━━━━━ EXTRACTED ENTRIES
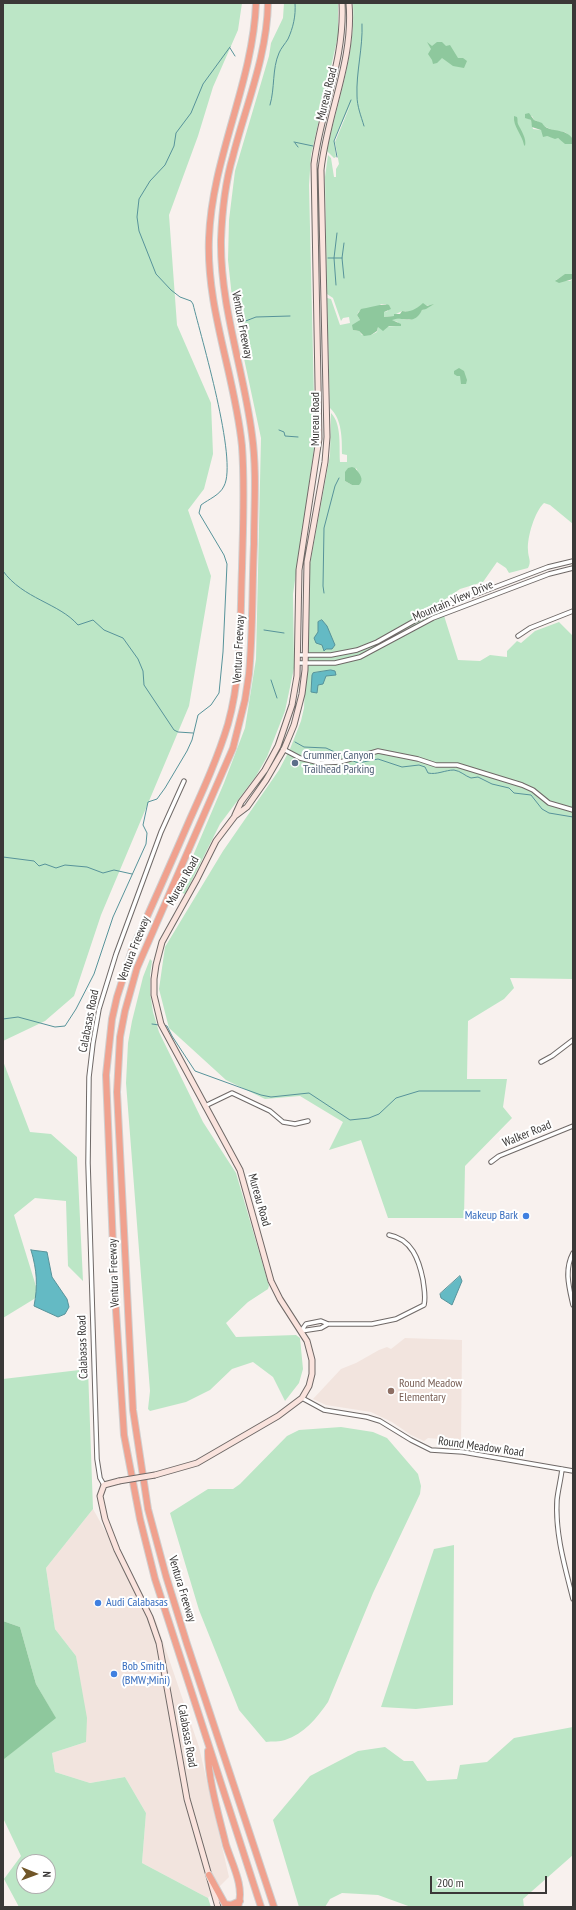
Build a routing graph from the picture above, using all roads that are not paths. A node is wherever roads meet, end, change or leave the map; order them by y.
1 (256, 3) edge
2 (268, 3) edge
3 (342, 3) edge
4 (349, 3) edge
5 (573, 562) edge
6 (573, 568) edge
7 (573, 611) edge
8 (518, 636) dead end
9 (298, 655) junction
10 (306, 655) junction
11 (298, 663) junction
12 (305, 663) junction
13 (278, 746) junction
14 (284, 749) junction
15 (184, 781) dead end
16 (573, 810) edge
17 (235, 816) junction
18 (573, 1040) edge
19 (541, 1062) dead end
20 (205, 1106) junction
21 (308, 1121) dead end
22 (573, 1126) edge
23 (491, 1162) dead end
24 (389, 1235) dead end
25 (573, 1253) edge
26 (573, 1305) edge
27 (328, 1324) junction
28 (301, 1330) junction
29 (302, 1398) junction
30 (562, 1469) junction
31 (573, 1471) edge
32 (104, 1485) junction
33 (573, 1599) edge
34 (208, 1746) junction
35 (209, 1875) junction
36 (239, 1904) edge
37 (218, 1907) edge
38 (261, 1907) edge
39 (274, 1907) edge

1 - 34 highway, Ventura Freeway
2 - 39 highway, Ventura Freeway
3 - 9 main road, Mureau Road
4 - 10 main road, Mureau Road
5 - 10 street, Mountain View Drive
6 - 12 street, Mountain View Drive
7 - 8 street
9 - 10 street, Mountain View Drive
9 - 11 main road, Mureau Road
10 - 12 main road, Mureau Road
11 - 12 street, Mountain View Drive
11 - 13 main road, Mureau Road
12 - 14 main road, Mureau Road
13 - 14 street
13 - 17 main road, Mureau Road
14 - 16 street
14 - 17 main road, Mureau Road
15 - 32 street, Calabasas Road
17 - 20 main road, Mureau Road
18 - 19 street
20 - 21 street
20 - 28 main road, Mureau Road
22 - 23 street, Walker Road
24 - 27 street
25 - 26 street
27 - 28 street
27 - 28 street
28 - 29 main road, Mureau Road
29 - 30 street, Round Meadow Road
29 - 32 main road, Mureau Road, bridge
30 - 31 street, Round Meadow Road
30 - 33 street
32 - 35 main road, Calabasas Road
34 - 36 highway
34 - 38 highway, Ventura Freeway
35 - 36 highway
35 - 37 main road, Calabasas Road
━━━━━━━━━━
▶ _EXERCISE DIRECTIONS_
Please print the data above once more, exactly and without images.

▶ _TASK ANSWER_
Build a routing graph from the picture above, using all roads that are not paths. A node is wherever roads meet, end, change or leave the map; order them by y.
1 (256, 3) edge
2 (268, 3) edge
3 (342, 3) edge
4 (349, 3) edge
5 (573, 562) edge
6 (573, 568) edge
7 (573, 611) edge
8 (518, 636) dead end
9 (298, 655) junction
10 (306, 655) junction
11 (298, 663) junction
12 (305, 663) junction
13 (278, 746) junction
14 (284, 749) junction
15 (184, 781) dead end
16 (573, 810) edge
17 (235, 816) junction
18 (573, 1040) edge
19 (541, 1062) dead end
20 (205, 1106) junction
21 (308, 1121) dead end
22 (573, 1126) edge
23 (491, 1162) dead end
24 (389, 1235) dead end
25 (573, 1253) edge
26 (573, 1305) edge
27 (328, 1324) junction
28 (301, 1330) junction
29 (302, 1398) junction
30 (562, 1469) junction
31 (573, 1471) edge
32 (104, 1485) junction
33 (573, 1599) edge
34 (208, 1746) junction
35 (209, 1875) junction
36 (239, 1904) edge
37 (218, 1907) edge
38 (261, 1907) edge
39 (274, 1907) edge

1 - 34 highway, Ventura Freeway
2 - 39 highway, Ventura Freeway
3 - 9 main road, Mureau Road
4 - 10 main road, Mureau Road
5 - 10 street, Mountain View Drive
6 - 12 street, Mountain View Drive
7 - 8 street
9 - 10 street, Mountain View Drive
9 - 11 main road, Mureau Road
10 - 12 main road, Mureau Road
11 - 12 street, Mountain View Drive
11 - 13 main road, Mureau Road
12 - 14 main road, Mureau Road
13 - 14 street
13 - 17 main road, Mureau Road
14 - 16 street
14 - 17 main road, Mureau Road
15 - 32 street, Calabasas Road
17 - 20 main road, Mureau Road
18 - 19 street
20 - 21 street
20 - 28 main road, Mureau Road
22 - 23 street, Walker Road
24 - 27 street
25 - 26 street
27 - 28 street
27 - 28 street
28 - 29 main road, Mureau Road
29 - 30 street, Round Meadow Road
29 - 32 main road, Mureau Road, bridge
30 - 31 street, Round Meadow Road
30 - 33 street
32 - 35 main road, Calabasas Road
34 - 36 highway
34 - 38 highway, Ventura Freeway
35 - 36 highway
35 - 37 main road, Calabasas Road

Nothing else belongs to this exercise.